START MATERIALS PROVIDED

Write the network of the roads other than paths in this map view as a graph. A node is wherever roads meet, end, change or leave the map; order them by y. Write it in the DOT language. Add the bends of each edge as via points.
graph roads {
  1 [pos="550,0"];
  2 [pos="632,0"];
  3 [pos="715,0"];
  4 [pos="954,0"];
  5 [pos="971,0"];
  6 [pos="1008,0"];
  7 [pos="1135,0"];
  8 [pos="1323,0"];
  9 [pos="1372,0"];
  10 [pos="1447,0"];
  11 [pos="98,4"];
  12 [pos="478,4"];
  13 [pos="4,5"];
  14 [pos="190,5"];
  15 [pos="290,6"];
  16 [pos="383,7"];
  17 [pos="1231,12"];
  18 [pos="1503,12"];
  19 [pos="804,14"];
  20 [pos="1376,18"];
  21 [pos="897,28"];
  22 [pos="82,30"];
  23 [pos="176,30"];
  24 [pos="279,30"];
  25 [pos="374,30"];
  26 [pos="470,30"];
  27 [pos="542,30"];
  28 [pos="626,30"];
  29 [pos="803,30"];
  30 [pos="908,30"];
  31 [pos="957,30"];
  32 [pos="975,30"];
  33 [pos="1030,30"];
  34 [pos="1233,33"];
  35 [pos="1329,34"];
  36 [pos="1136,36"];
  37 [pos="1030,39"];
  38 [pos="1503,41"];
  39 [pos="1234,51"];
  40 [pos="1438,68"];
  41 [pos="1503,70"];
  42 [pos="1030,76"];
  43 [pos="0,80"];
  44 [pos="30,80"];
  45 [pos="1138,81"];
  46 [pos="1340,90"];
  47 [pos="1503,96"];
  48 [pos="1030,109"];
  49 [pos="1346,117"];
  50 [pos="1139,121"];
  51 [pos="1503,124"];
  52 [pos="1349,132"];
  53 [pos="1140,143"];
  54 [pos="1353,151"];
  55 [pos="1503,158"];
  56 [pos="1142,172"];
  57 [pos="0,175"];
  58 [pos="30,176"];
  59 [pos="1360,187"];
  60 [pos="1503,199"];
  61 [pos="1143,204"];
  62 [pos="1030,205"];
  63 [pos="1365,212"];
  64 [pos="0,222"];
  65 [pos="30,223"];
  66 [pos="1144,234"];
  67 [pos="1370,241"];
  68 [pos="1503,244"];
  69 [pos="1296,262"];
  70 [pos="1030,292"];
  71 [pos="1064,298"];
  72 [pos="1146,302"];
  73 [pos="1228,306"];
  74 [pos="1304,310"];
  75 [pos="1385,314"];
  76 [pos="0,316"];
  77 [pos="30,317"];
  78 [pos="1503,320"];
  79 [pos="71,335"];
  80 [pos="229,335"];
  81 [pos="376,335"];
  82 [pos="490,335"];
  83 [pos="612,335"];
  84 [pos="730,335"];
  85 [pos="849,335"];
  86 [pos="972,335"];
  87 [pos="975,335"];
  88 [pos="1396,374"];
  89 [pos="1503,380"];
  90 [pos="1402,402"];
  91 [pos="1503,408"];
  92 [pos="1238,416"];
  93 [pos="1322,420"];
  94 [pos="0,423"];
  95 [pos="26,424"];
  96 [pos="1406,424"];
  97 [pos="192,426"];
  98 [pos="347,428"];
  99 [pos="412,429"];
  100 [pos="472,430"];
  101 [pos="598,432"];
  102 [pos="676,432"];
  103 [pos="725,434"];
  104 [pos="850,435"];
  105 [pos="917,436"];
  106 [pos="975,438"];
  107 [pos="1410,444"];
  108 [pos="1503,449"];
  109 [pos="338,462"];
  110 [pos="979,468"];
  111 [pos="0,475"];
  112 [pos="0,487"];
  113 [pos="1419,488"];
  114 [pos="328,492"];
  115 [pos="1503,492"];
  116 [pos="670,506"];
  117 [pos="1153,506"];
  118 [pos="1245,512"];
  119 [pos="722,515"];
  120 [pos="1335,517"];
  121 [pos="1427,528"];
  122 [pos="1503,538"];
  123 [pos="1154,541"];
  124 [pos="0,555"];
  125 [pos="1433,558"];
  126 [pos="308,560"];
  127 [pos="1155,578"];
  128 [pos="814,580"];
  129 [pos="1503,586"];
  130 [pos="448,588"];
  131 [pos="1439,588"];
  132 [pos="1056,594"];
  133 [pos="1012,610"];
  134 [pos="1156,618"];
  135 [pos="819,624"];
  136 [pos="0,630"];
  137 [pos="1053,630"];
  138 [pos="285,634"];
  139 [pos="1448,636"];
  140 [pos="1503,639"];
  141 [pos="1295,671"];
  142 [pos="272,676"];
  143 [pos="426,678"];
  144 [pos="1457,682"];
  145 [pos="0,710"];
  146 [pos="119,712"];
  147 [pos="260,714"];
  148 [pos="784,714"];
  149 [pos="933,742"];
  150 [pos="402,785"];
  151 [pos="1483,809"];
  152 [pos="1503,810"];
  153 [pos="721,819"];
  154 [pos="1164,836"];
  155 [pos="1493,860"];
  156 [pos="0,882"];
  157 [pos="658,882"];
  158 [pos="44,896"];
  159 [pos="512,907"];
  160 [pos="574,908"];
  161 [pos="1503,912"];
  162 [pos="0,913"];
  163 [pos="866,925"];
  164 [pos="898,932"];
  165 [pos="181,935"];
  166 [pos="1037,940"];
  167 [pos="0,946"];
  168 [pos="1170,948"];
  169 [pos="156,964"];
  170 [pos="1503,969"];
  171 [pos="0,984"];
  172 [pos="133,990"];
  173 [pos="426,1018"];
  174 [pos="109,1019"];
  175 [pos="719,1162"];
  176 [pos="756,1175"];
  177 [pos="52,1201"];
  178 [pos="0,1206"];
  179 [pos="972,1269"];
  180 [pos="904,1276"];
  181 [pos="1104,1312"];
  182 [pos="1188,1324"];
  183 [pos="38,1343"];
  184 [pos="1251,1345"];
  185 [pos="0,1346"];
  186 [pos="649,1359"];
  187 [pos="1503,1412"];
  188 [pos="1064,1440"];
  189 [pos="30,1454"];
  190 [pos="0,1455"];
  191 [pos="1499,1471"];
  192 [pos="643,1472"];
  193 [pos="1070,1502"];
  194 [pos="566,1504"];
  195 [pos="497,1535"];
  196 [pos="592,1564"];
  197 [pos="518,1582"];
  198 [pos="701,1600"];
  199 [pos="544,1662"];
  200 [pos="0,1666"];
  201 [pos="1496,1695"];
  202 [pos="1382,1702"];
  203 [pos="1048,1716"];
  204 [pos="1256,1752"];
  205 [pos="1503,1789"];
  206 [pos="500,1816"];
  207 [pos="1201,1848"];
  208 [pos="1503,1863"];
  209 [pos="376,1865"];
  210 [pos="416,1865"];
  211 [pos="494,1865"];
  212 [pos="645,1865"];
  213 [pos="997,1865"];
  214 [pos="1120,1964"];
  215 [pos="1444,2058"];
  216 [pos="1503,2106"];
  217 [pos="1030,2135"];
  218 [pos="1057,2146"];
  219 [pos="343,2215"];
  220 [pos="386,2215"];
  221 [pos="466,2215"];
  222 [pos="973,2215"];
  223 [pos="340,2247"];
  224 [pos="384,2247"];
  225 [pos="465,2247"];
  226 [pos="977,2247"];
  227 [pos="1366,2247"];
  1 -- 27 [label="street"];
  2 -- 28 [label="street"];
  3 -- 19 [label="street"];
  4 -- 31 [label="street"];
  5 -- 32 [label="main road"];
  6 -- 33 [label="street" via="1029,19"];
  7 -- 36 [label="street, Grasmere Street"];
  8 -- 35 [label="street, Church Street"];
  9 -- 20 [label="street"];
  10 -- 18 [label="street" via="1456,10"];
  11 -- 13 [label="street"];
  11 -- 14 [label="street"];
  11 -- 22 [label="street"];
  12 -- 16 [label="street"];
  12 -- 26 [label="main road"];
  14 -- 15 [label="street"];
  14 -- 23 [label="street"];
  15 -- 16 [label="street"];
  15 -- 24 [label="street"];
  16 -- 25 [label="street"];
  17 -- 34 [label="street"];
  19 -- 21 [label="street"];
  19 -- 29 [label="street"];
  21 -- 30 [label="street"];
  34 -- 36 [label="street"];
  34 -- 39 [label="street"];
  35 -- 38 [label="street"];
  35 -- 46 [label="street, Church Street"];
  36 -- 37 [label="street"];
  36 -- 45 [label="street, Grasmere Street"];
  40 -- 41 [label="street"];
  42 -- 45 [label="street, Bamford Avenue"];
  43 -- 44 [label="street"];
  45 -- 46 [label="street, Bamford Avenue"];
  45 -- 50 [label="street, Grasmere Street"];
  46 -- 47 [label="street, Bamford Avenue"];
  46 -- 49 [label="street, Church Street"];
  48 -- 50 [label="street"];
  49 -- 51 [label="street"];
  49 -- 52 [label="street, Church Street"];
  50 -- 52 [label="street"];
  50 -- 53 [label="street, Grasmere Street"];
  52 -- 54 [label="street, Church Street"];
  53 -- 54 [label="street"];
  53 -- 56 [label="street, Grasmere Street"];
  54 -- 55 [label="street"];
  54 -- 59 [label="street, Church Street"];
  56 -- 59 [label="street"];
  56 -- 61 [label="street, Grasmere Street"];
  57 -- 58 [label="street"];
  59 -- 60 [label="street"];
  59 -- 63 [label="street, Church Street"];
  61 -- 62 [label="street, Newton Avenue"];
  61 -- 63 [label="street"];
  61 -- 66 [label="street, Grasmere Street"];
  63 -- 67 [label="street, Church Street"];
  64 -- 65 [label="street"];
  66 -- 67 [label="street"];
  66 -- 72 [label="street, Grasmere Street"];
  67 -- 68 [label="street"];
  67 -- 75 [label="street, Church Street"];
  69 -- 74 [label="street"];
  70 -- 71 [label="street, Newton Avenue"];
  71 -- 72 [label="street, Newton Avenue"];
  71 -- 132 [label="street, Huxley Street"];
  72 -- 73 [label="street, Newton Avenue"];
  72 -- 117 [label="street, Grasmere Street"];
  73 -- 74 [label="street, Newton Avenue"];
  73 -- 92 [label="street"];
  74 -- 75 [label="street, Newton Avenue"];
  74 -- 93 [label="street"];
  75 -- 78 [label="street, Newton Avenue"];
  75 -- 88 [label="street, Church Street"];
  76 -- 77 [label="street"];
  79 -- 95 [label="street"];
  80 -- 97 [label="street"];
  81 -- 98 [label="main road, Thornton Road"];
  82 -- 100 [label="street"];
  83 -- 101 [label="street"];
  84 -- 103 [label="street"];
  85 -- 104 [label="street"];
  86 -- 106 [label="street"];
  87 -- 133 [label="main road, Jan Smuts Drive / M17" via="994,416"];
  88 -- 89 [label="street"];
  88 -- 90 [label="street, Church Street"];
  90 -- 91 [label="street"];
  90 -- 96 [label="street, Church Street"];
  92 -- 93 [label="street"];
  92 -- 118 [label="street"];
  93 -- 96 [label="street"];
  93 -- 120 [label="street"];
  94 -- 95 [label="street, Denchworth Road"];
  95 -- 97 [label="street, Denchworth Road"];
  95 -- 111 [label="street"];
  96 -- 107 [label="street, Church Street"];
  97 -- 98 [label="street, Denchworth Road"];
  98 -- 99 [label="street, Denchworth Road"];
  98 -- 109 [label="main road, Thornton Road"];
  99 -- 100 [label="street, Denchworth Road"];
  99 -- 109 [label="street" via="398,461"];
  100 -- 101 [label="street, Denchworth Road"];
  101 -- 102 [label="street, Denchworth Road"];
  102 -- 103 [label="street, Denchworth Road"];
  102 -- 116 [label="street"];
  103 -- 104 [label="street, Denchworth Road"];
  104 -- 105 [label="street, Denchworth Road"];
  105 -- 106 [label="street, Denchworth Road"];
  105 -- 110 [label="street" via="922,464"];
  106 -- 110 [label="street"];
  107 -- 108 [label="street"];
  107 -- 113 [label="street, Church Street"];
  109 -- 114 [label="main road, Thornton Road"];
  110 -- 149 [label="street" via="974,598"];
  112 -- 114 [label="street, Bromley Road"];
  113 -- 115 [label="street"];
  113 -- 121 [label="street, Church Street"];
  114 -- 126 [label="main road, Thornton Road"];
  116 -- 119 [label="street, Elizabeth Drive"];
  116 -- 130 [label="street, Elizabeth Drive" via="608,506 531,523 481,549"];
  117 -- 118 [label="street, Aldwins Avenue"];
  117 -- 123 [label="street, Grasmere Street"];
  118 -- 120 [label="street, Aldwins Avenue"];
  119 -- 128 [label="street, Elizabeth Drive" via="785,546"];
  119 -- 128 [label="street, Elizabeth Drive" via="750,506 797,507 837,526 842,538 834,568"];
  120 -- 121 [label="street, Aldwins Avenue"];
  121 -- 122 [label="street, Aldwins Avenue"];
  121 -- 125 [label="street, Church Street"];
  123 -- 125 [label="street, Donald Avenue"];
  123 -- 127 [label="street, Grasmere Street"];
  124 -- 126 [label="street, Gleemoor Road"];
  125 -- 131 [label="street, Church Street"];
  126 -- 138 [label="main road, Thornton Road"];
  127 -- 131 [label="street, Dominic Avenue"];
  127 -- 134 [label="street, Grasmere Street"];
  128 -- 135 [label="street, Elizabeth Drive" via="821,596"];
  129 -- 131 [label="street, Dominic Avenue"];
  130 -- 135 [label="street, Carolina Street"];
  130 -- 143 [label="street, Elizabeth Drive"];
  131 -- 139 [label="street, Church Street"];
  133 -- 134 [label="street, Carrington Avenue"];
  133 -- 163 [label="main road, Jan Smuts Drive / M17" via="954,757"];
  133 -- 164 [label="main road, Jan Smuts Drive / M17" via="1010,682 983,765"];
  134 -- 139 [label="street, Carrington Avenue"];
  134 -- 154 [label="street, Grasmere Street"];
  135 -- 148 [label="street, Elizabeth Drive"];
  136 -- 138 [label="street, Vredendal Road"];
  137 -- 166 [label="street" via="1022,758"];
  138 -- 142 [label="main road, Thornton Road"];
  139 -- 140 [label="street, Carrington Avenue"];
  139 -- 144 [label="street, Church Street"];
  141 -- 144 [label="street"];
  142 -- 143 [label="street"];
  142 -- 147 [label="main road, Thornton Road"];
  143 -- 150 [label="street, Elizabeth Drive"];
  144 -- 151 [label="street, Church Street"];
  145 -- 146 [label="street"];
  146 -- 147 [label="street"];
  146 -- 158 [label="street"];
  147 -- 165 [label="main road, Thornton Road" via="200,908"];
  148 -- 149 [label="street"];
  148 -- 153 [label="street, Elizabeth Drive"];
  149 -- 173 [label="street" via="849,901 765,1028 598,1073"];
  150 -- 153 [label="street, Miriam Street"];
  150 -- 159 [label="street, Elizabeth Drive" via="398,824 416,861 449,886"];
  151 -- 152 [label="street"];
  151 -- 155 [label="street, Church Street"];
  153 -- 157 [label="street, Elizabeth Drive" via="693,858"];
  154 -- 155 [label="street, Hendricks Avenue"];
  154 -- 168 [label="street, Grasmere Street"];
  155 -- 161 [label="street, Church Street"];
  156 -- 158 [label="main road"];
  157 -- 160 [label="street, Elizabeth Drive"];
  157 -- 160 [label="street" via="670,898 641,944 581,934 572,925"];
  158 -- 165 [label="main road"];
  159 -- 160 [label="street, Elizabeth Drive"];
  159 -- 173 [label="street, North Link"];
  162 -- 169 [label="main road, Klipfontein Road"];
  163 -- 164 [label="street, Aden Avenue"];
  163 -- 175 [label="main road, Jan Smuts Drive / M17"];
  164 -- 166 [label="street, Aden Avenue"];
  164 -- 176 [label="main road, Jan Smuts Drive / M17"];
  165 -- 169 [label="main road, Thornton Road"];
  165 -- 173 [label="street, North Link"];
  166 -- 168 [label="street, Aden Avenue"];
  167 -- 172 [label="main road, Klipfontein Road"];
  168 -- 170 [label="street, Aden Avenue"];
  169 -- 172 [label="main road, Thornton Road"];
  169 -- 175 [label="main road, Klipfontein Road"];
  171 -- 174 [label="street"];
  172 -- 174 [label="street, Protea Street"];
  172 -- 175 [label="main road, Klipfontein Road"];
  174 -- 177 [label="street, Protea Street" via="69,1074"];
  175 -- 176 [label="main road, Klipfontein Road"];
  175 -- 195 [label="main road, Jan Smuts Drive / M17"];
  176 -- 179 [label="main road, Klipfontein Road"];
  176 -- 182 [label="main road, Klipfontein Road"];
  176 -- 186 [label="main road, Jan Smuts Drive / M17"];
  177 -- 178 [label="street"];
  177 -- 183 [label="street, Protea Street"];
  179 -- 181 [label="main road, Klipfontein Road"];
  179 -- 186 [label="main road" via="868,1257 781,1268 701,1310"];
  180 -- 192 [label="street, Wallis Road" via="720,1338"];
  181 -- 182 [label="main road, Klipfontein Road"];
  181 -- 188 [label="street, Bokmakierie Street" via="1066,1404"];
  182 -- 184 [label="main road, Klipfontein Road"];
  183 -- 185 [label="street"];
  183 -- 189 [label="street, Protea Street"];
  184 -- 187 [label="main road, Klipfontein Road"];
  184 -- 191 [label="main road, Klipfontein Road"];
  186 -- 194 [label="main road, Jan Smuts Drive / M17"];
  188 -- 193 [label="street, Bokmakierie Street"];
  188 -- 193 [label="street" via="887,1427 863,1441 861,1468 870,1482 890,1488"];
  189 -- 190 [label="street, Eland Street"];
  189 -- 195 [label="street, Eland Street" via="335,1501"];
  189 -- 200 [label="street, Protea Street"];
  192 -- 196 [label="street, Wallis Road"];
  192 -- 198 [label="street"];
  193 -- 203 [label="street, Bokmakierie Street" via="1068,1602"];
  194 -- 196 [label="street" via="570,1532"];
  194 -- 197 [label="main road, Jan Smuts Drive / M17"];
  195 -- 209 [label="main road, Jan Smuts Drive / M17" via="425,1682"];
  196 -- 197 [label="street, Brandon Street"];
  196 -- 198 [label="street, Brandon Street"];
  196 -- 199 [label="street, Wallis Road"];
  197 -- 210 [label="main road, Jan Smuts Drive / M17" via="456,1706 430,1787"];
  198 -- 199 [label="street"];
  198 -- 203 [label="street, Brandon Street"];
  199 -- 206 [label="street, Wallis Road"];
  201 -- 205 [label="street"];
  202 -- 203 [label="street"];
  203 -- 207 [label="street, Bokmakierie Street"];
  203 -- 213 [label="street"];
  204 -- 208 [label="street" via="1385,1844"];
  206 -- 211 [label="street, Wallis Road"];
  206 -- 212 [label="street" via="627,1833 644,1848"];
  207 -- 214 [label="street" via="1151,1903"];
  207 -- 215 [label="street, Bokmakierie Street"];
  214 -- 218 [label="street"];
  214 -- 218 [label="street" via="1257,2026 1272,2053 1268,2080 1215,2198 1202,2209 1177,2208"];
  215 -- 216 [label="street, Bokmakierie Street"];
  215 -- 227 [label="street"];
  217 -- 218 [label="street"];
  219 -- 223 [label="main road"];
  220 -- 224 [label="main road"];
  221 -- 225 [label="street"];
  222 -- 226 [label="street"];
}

END MATERIALS PROVIDED

◆ ACTIVITY: All lines of the data that hold "Aden" need to be copied.

◆ ANSWER TO THIS TASK:
  163 -- 164 [label="street, Aden Avenue"];
  164 -- 166 [label="street, Aden Avenue"];
  166 -- 168 [label="street, Aden Avenue"];
  168 -- 170 [label="street, Aden Avenue"];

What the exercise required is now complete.